Fundamentally, in language, and in life, I agree that it is largely through practice and habit that moral meaning is formed, yet it is through sharing reflection on these habits, perhaps through conversation, that we can best come to a closer understanding of each other.
Appiah argues strongly against those who suggest that globalisation is leading to villages becoming increasingly similar. He argues that villages are able to keep their identity through using even the most famous global commodities in very different ways – ‘no one could say that the world’s villages are – or are about to become, anything like the same.’ He forcefully argues that cultural identities should not be seen as static historical entities that need to be preserved like paintings or points; rather, arguing that ‘cultures are made of continuities and change, and the identity of a society can survive through these changes.’ And if there is a concern about a village losing their identity or changing too much, he places the autonomy for this change firmly with the villagers themselves: ‘Shouldn’t the choice be theirs?’

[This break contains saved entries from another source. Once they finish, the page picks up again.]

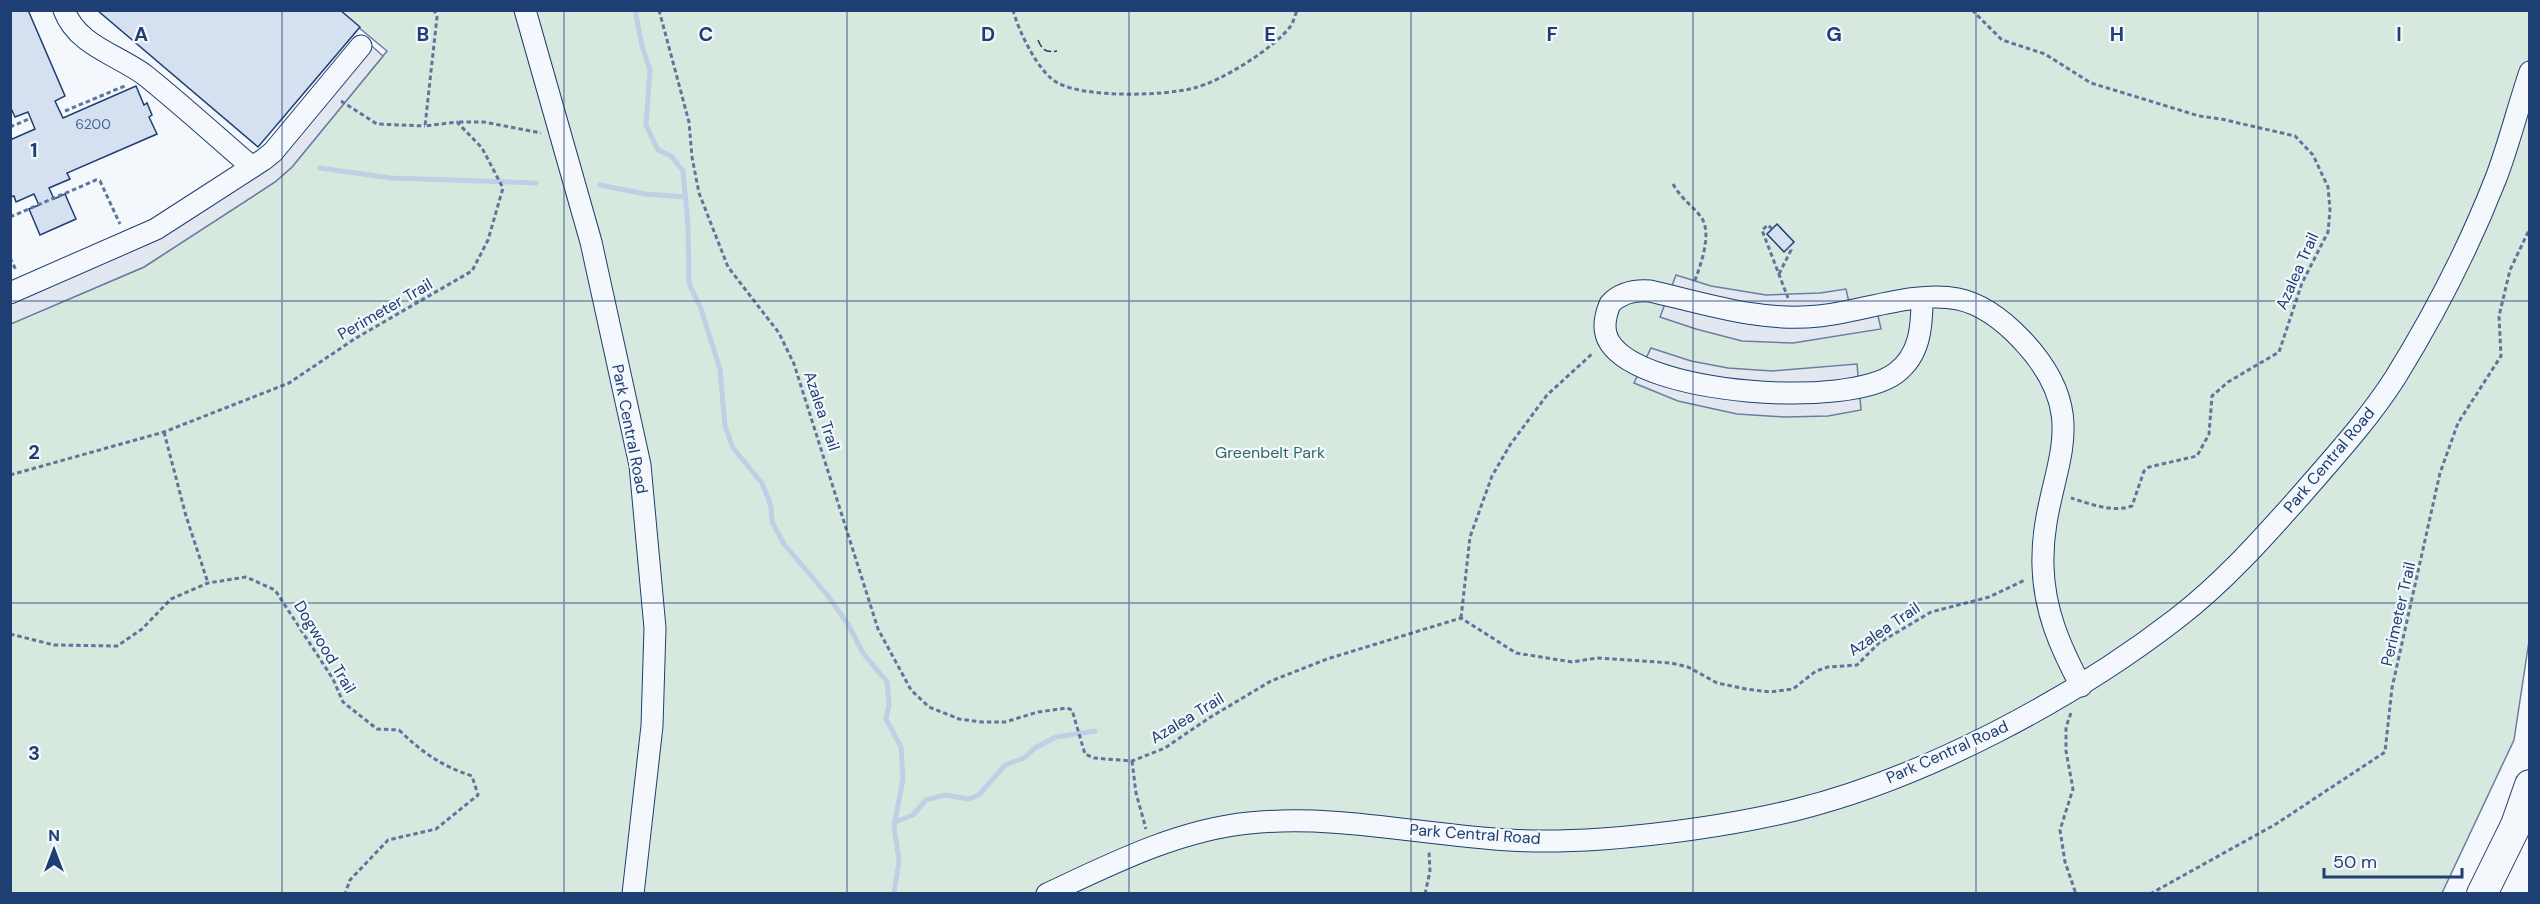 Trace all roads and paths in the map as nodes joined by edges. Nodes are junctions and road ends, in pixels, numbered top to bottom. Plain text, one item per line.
1 (64, 10) edge
2 (434, 10) edge
3 (525, 10) edge
4 (659, 10) edge
5 (1013, 10) edge
6 (1297, 10) edge
7 (1972, 10) edge
8 (361, 46) dead end
9 (2529, 72) edge
10 (135, 81) dead end
11 (326, 88) junction
12 (65, 111) dead end
13 (31, 118) dead end
14 (457, 122) junction
15 (425, 126) junction
16 (10, 127) edge
17 (561, 135) junction
18 (252, 167) junction
19 (1673, 184) dead end
20 (10, 217) edge
21 (126, 227) dead end
22 (2529, 228) edge
23 (1772, 229) dead end
24 (1788, 247) dead end
25 (1779, 274) junction
26 (10, 293) edge
27 (1922, 299) junction
28 (1688, 301) junction
29 (1788, 318) junction
30 (1607, 337) junction
31 (164, 432) junction
32 (10, 475) edge
33 (2054, 493) junction
34 (2043, 573) junction
35 (208, 583) junction
36 (1461, 618) junction
37 (10, 634) edge
38 (2081, 686) junction
39 (1132, 761) junction
40 (2529, 785) edge
41 (1429, 832) junction
42 (1143, 851) junction
43 (345, 894) edge
44 (633, 894) edge
45 (1047, 894) edge
46 (1425, 894) edge
47 (2076, 894) edge
48 (2150, 894) edge
49 (2482, 894) edge

1 - 18 street
2 - 15 path
3 - 17 street, Park Central Road
4 - 39 path, Azalea Trail
5 - 6 path
7 - 33 path, Azalea Trail
8 - 11 street
9 - 38 street, Park Central Road
10 - 12 path
11 - 15 path
11 - 18 street
13 - 16 path
14 - 15 path
14 - 17 path
14 - 31 path, Perimeter Trail
17 - 44 street, Park Central Road
18 - 26 street
19 - 28 path
20 - 21 path
22 - 48 path, Perimeter Trail
23 - 25 path
24 - 25 path
25 - 29 path
27 - 29 street
27 - 30 street
27 - 33 street
28 - 29 street
28 - 30 street
30 - 36 path
31 - 32 path, Perimeter Trail
31 - 35 path
33 - 34 street
34 - 36 path, Azalea Trail
34 - 38 street
35 - 37 path, Dogwood Trail
35 - 43 path, Dogwood Trail
36 - 39 path, Azalea Trail
38 - 41 street, Park Central Road
38 - 47 path
39 - 42 path
40 - 49 highway
41 - 42 street, Park Central Road
41 - 46 path
42 - 45 street, Park Central Road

The book culminates with a response to Singer’s effective altruism. Considering Singer’s famous ‘shallow pond’ analogy, Appiah questions the simplistic analysis of death as the only thing that matters and challenges the focus on saving lives rather than on considering the conditions that might lead to ‘decent lives’. He also highlights that saving a life in a particular time, doesn’t necessarily mean that that individual will live a long and meaningful life. He boldly asks us to consider whether we agree with the logical conclusions of Singer’s articles that we should never support an opera or an artist, if there was a life in the world that we could save, ultimately questioning via counterfactual hypothesis: ‘would you really want to live in a world in which the only thing anyone had ever cared about was saving lives?’ He also highlights the flaw in the central idea of ‘effective altruism’ – that we should all donate large segments of our income now – for if the likes of Bill Gates had followed Singer’s advice, he wouldn’t have been in a position to donate the huge quantities of wealth that he can now to global charities.
Fundamentally, Appiah’s cosmopolitanism asks us to reflect upon global poverty and individual suffering with ‘intelligence and curiosity’ as well as concern and engagement. Appiah certainly recognises the complexity of the ‘aid debate’, not just for economic prosperity, and number of lives saves, but for the nature of wider human existence that, like a cracked mirror with different shards holding different viewpoints and values, collectively combine to make.
I’d definitely encourage you to give it a read for some well-thought through insights on the nature of human disagreement and the origins of human value. Left, perhaps, is a further consideration of how we might, in a more practical sense, strive to be Appiah’s cosmopolitans, and in particular, how conversation might aid us when moral values are so distinct that we struggle to feel strong obligations towards those individuals, or see how a conversation may even take place.